(Data shown)
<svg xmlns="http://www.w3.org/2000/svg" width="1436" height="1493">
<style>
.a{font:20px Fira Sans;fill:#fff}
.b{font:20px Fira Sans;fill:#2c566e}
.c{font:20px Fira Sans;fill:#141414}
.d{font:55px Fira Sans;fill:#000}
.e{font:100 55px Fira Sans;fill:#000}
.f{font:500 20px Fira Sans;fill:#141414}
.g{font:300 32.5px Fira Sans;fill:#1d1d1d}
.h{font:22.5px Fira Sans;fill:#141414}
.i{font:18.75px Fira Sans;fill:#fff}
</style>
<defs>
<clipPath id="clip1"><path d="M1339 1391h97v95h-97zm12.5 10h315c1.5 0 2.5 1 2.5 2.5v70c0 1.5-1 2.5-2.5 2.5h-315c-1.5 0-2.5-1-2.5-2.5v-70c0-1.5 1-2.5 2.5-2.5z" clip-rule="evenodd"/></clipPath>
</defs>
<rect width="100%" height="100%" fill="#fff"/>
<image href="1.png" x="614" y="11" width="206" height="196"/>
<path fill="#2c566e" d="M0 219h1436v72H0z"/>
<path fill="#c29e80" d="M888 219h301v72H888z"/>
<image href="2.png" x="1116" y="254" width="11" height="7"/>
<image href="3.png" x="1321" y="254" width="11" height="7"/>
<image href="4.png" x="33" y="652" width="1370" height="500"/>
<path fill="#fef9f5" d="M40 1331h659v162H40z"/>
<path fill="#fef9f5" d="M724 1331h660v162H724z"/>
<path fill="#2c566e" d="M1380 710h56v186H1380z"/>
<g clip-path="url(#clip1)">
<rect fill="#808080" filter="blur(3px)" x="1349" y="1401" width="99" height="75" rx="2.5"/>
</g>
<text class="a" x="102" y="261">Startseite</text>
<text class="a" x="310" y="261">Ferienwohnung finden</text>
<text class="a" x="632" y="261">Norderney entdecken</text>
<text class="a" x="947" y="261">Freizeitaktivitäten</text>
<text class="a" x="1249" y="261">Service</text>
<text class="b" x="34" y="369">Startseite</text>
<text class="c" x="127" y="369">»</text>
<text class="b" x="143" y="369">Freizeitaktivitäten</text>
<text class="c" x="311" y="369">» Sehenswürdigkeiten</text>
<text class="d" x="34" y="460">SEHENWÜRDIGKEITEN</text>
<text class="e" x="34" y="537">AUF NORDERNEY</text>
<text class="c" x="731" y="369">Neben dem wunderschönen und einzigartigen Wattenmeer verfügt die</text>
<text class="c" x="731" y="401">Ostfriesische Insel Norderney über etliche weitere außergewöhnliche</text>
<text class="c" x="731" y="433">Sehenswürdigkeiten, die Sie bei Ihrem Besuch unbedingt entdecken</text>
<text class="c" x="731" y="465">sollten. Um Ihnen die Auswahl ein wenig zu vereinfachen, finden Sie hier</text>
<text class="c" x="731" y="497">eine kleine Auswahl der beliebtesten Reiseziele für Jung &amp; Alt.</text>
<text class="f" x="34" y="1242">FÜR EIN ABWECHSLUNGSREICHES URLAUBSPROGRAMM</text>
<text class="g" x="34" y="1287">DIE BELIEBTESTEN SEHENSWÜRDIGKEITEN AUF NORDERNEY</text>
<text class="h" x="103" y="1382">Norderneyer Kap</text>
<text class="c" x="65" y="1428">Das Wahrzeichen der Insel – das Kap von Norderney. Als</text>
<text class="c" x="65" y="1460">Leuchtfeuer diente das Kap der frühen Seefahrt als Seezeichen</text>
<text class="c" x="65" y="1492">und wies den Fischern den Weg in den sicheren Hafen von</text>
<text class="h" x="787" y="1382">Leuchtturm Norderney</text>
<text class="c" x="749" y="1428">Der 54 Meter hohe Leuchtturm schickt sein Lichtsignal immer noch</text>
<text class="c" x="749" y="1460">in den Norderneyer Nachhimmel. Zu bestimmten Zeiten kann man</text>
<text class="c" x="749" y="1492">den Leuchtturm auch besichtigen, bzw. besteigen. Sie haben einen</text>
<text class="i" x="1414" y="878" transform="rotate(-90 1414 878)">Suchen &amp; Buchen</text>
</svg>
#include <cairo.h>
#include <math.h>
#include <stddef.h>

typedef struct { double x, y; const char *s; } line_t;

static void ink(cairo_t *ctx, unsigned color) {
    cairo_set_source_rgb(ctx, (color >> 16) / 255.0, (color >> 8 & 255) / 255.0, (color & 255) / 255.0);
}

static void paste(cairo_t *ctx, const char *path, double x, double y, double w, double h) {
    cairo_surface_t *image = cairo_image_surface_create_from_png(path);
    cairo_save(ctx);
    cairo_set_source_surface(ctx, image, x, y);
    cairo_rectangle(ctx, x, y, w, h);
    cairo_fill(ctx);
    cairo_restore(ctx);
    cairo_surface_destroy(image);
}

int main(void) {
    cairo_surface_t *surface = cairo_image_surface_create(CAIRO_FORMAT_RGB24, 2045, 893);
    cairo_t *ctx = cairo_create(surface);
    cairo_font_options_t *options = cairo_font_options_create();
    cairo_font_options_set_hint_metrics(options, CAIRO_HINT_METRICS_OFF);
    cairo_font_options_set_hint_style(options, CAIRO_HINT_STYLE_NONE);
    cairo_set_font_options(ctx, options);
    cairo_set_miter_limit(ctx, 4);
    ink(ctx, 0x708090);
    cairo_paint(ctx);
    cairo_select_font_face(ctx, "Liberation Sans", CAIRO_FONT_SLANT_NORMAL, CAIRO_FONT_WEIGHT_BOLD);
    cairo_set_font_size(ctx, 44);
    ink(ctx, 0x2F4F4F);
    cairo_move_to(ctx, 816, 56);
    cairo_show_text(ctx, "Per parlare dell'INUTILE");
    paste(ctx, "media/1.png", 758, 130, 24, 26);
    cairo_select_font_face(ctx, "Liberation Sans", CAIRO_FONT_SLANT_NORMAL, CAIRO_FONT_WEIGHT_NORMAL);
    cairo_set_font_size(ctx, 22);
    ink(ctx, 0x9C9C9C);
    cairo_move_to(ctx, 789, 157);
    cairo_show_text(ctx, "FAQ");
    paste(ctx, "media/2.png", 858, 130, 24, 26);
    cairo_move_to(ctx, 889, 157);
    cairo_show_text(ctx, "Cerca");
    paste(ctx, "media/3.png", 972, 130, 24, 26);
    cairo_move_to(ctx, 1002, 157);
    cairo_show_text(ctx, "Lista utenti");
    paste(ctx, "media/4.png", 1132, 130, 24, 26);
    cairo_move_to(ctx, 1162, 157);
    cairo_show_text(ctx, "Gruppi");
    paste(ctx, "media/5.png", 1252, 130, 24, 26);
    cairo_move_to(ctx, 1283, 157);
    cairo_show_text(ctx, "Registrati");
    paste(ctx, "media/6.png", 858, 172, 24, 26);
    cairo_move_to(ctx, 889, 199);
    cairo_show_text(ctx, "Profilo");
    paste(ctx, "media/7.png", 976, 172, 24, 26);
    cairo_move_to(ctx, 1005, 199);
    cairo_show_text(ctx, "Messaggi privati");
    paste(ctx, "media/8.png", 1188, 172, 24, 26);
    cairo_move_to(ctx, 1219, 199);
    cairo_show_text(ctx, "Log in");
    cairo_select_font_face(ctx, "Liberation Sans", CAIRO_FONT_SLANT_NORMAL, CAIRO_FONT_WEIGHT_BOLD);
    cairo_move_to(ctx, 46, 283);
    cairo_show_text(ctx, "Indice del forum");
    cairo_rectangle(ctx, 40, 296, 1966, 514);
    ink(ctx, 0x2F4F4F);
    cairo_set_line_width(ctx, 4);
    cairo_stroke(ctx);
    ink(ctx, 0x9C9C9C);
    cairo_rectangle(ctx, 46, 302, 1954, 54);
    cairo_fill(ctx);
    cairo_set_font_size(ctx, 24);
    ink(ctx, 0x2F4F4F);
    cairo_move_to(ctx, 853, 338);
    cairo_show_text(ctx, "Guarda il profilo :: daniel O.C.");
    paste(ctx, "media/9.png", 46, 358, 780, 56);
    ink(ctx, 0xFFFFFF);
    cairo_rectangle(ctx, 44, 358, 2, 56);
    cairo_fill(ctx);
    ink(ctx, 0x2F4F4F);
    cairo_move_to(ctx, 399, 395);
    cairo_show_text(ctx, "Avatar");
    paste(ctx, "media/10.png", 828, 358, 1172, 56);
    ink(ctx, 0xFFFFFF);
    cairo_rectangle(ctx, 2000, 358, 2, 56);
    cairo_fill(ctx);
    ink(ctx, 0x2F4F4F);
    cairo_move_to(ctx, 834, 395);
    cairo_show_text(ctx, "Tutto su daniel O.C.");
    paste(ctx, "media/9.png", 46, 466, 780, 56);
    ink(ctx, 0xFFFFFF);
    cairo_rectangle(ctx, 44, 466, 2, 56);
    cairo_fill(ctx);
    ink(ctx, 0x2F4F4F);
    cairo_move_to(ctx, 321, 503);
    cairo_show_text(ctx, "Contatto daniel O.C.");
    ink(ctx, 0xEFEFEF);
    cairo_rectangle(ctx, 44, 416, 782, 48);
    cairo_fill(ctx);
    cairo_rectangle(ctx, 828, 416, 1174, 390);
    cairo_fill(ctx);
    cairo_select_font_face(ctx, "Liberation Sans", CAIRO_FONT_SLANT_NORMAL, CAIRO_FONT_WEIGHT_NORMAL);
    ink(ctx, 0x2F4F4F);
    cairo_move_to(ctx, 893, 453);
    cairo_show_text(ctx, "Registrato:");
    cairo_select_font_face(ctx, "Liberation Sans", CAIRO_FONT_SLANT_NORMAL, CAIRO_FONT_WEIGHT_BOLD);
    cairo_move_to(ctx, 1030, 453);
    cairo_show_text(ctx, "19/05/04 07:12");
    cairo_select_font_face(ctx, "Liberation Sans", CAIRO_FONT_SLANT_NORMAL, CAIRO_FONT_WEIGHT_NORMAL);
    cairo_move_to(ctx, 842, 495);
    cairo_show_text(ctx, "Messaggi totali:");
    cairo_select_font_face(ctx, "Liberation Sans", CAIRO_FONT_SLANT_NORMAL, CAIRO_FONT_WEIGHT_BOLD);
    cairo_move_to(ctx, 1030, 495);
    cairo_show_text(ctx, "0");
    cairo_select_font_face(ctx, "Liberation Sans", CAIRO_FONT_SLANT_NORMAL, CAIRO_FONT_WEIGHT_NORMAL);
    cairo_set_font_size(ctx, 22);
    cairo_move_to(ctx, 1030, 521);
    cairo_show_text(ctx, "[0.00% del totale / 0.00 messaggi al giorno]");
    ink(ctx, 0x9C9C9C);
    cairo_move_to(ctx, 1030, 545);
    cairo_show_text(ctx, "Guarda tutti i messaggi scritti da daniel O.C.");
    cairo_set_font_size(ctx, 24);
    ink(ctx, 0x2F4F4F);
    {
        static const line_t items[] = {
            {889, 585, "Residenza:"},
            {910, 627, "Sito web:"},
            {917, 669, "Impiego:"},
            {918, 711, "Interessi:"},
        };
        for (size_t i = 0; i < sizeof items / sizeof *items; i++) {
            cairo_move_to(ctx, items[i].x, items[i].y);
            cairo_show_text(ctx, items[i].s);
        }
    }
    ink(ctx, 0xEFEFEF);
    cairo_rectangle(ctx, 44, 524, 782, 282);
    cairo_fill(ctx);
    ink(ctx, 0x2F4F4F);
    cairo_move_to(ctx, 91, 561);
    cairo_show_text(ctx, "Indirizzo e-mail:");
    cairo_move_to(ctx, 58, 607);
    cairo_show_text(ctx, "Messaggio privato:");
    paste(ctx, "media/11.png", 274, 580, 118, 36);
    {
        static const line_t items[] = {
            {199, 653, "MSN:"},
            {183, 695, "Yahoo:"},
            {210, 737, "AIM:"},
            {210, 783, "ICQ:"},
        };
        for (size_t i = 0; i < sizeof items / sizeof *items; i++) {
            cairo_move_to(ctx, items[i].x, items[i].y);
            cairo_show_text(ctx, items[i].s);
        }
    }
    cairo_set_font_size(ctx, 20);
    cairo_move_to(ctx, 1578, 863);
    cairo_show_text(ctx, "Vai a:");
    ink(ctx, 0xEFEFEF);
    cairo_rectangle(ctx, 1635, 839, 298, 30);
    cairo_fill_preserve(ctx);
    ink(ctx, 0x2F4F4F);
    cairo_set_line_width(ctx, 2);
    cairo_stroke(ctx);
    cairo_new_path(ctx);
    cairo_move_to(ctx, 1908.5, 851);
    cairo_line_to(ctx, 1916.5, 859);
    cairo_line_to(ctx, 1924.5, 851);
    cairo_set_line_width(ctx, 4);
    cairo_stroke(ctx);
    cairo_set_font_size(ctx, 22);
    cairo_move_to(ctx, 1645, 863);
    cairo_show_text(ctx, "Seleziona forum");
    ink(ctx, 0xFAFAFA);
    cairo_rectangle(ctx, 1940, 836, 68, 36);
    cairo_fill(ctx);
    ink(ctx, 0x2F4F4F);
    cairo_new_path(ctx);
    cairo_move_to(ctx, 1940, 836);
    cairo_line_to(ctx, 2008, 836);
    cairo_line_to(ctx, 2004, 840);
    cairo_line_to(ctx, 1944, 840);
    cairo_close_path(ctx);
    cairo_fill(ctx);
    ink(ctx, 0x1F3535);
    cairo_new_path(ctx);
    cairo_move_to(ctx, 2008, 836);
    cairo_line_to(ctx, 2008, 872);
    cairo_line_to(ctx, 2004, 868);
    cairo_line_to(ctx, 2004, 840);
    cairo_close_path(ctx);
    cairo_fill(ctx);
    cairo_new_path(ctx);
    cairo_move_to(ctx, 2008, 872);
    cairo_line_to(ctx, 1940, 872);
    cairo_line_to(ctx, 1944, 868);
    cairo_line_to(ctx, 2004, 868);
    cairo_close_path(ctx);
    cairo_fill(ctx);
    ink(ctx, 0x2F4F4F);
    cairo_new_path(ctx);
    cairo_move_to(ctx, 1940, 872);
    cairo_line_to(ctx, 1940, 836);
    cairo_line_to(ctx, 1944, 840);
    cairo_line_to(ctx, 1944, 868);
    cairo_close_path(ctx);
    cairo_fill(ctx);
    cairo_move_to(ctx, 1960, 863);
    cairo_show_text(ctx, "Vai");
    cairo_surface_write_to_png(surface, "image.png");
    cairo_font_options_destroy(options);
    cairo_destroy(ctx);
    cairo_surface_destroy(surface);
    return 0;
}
(End Data shown)
Goal of the exercise –
Nothing outside the span should appear: transcribe the lines from the one containing "ink(ctx, 0x1F3535);" through the last line of the records.

Result of the exercise –
    ink(ctx, 0x1F3535);
    cairo_new_path(ctx);
    cairo_move_to(ctx, 2008, 836);
    cairo_line_to(ctx, 2008, 872);
    cairo_line_to(ctx, 2004, 868);
    cairo_line_to(ctx, 2004, 840);
    cairo_close_path(ctx);
    cairo_fill(ctx);
    cairo_new_path(ctx);
    cairo_move_to(ctx, 2008, 872);
    cairo_line_to(ctx, 1940, 872);
    cairo_line_to(ctx, 1944, 868);
    cairo_line_to(ctx, 2004, 868);
    cairo_close_path(ctx);
    cairo_fill(ctx);
    ink(ctx, 0x2F4F4F);
    cairo_new_path(ctx);
    cairo_move_to(ctx, 1940, 872);
    cairo_line_to(ctx, 1940, 836);
    cairo_line_to(ctx, 1944, 840);
    cairo_line_to(ctx, 1944, 868);
    cairo_close_path(ctx);
    cairo_fill(ctx);
    cairo_move_to(ctx, 1960, 863);
    cairo_show_text(ctx, "Vai");
    cairo_surface_write_to_png(surface, "image.png");
    cairo_font_options_destroy(options);
    cairo_destroy(ctx);
    cairo_surface_destroy(surface);
    return 0;
}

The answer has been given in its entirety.